Start of Data in this exercise
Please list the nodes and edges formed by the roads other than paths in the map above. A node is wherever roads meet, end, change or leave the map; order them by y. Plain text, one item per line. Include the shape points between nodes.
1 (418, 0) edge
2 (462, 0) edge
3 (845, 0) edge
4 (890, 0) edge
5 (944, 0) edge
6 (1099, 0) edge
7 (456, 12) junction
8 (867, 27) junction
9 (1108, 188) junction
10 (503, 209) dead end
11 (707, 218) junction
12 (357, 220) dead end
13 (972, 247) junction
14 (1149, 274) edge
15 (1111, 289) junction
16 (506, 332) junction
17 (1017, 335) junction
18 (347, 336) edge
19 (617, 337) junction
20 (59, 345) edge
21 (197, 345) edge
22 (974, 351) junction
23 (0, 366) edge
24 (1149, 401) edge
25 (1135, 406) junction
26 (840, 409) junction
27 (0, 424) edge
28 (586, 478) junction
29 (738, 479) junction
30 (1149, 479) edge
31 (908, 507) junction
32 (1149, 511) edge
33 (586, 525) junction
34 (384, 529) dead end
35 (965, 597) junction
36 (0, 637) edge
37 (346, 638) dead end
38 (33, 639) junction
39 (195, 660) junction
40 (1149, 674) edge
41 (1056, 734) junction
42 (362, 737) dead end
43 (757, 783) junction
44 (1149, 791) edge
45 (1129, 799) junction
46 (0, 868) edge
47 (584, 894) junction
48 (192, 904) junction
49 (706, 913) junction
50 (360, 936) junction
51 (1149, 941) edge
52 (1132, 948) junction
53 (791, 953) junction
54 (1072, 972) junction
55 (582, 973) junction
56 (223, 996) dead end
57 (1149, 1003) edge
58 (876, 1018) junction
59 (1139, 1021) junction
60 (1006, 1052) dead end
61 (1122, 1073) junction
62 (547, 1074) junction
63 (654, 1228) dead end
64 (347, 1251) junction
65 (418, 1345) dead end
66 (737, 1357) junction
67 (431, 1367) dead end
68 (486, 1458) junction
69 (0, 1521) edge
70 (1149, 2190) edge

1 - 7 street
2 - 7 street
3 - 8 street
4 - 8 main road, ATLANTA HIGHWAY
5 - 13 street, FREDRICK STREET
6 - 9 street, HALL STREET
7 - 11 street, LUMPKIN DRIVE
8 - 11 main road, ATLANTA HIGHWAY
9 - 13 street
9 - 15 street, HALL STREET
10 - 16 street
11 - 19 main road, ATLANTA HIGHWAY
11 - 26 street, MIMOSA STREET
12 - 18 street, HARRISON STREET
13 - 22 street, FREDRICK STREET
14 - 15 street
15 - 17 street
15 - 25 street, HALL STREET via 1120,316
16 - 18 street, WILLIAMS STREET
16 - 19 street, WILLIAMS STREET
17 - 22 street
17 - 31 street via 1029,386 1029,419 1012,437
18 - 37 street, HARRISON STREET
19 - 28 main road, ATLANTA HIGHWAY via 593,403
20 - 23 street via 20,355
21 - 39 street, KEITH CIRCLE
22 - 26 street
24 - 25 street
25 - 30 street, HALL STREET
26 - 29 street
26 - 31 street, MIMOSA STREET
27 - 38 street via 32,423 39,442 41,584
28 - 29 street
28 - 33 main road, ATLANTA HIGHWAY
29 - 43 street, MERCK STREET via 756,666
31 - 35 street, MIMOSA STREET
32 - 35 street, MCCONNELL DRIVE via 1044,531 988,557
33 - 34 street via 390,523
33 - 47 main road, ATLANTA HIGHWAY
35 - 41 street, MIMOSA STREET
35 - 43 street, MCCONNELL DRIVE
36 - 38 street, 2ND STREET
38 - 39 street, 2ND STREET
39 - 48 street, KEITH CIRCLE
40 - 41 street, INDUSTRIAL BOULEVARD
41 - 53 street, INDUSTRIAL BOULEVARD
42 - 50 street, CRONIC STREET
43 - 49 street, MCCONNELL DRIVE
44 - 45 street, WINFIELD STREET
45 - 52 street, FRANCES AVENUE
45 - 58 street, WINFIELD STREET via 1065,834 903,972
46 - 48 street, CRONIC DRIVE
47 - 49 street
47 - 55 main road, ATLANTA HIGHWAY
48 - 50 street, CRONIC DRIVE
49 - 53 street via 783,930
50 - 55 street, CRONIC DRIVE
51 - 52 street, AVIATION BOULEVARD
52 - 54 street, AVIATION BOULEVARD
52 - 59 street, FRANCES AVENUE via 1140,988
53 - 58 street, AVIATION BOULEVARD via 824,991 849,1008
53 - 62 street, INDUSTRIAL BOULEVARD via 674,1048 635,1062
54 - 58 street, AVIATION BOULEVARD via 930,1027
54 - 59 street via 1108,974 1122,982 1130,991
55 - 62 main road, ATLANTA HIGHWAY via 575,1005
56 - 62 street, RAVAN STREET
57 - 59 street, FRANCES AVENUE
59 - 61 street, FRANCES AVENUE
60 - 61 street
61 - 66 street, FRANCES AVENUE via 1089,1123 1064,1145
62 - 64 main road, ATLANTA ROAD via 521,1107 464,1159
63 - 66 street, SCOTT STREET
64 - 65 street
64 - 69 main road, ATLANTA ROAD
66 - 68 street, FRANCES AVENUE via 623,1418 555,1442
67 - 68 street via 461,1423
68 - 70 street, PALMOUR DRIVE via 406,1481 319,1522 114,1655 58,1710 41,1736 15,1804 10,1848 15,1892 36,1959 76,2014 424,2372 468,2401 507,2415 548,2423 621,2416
End of Data in this exercise
Task prompt >> Repeat the data. Every word must match.

Result of the exercise >>
Please list the nodes and edges formed by the roads other than paths in the map above. A node is wherever roads meet, end, change or leave the map; order them by y. Plain text, one item per line. Include the shape points between nodes.
1 (418, 0) edge
2 (462, 0) edge
3 (845, 0) edge
4 (890, 0) edge
5 (944, 0) edge
6 (1099, 0) edge
7 (456, 12) junction
8 (867, 27) junction
9 (1108, 188) junction
10 (503, 209) dead end
11 (707, 218) junction
12 (357, 220) dead end
13 (972, 247) junction
14 (1149, 274) edge
15 (1111, 289) junction
16 (506, 332) junction
17 (1017, 335) junction
18 (347, 336) edge
19 (617, 337) junction
20 (59, 345) edge
21 (197, 345) edge
22 (974, 351) junction
23 (0, 366) edge
24 (1149, 401) edge
25 (1135, 406) junction
26 (840, 409) junction
27 (0, 424) edge
28 (586, 478) junction
29 (738, 479) junction
30 (1149, 479) edge
31 (908, 507) junction
32 (1149, 511) edge
33 (586, 525) junction
34 (384, 529) dead end
35 (965, 597) junction
36 (0, 637) edge
37 (346, 638) dead end
38 (33, 639) junction
39 (195, 660) junction
40 (1149, 674) edge
41 (1056, 734) junction
42 (362, 737) dead end
43 (757, 783) junction
44 (1149, 791) edge
45 (1129, 799) junction
46 (0, 868) edge
47 (584, 894) junction
48 (192, 904) junction
49 (706, 913) junction
50 (360, 936) junction
51 (1149, 941) edge
52 (1132, 948) junction
53 (791, 953) junction
54 (1072, 972) junction
55 (582, 973) junction
56 (223, 996) dead end
57 (1149, 1003) edge
58 (876, 1018) junction
59 (1139, 1021) junction
60 (1006, 1052) dead end
61 (1122, 1073) junction
62 (547, 1074) junction
63 (654, 1228) dead end
64 (347, 1251) junction
65 (418, 1345) dead end
66 (737, 1357) junction
67 (431, 1367) dead end
68 (486, 1458) junction
69 (0, 1521) edge
70 (1149, 2190) edge

1 - 7 street
2 - 7 street
3 - 8 street
4 - 8 main road, ATLANTA HIGHWAY
5 - 13 street, FREDRICK STREET
6 - 9 street, HALL STREET
7 - 11 street, LUMPKIN DRIVE
8 - 11 main road, ATLANTA HIGHWAY
9 - 13 street
9 - 15 street, HALL STREET
10 - 16 street
11 - 19 main road, ATLANTA HIGHWAY
11 - 26 street, MIMOSA STREET
12 - 18 street, HARRISON STREET
13 - 22 street, FREDRICK STREET
14 - 15 street
15 - 17 street
15 - 25 street, HALL STREET via 1120,316
16 - 18 street, WILLIAMS STREET
16 - 19 street, WILLIAMS STREET
17 - 22 street
17 - 31 street via 1029,386 1029,419 1012,437
18 - 37 street, HARRISON STREET
19 - 28 main road, ATLANTA HIGHWAY via 593,403
20 - 23 street via 20,355
21 - 39 street, KEITH CIRCLE
22 - 26 street
24 - 25 street
25 - 30 street, HALL STREET
26 - 29 street
26 - 31 street, MIMOSA STREET
27 - 38 street via 32,423 39,442 41,584
28 - 29 street
28 - 33 main road, ATLANTA HIGHWAY
29 - 43 street, MERCK STREET via 756,666
31 - 35 street, MIMOSA STREET
32 - 35 street, MCCONNELL DRIVE via 1044,531 988,557
33 - 34 street via 390,523
33 - 47 main road, ATLANTA HIGHWAY
35 - 41 street, MIMOSA STREET
35 - 43 street, MCCONNELL DRIVE
36 - 38 street, 2ND STREET
38 - 39 street, 2ND STREET
39 - 48 street, KEITH CIRCLE
40 - 41 street, INDUSTRIAL BOULEVARD
41 - 53 street, INDUSTRIAL BOULEVARD
42 - 50 street, CRONIC STREET
43 - 49 street, MCCONNELL DRIVE
44 - 45 street, WINFIELD STREET
45 - 52 street, FRANCES AVENUE
45 - 58 street, WINFIELD STREET via 1065,834 903,972
46 - 48 street, CRONIC DRIVE
47 - 49 street
47 - 55 main road, ATLANTA HIGHWAY
48 - 50 street, CRONIC DRIVE
49 - 53 street via 783,930
50 - 55 street, CRONIC DRIVE
51 - 52 street, AVIATION BOULEVARD
52 - 54 street, AVIATION BOULEVARD
52 - 59 street, FRANCES AVENUE via 1140,988
53 - 58 street, AVIATION BOULEVARD via 824,991 849,1008
53 - 62 street, INDUSTRIAL BOULEVARD via 674,1048 635,1062
54 - 58 street, AVIATION BOULEVARD via 930,1027
54 - 59 street via 1108,974 1122,982 1130,991
55 - 62 main road, ATLANTA HIGHWAY via 575,1005
56 - 62 street, RAVAN STREET
57 - 59 street, FRANCES AVENUE
59 - 61 street, FRANCES AVENUE
60 - 61 street
61 - 66 street, FRANCES AVENUE via 1089,1123 1064,1145
62 - 64 main road, ATLANTA ROAD via 521,1107 464,1159
63 - 66 street, SCOTT STREET
64 - 65 street
64 - 69 main road, ATLANTA ROAD
66 - 68 street, FRANCES AVENUE via 623,1418 555,1442
67 - 68 street via 461,1423
68 - 70 street, PALMOUR DRIVE via 406,1481 319,1522 114,1655 58,1710 41,1736 15,1804 10,1848 15,1892 36,1959 76,2014 424,2372 468,2401 507,2415 548,2423 621,2416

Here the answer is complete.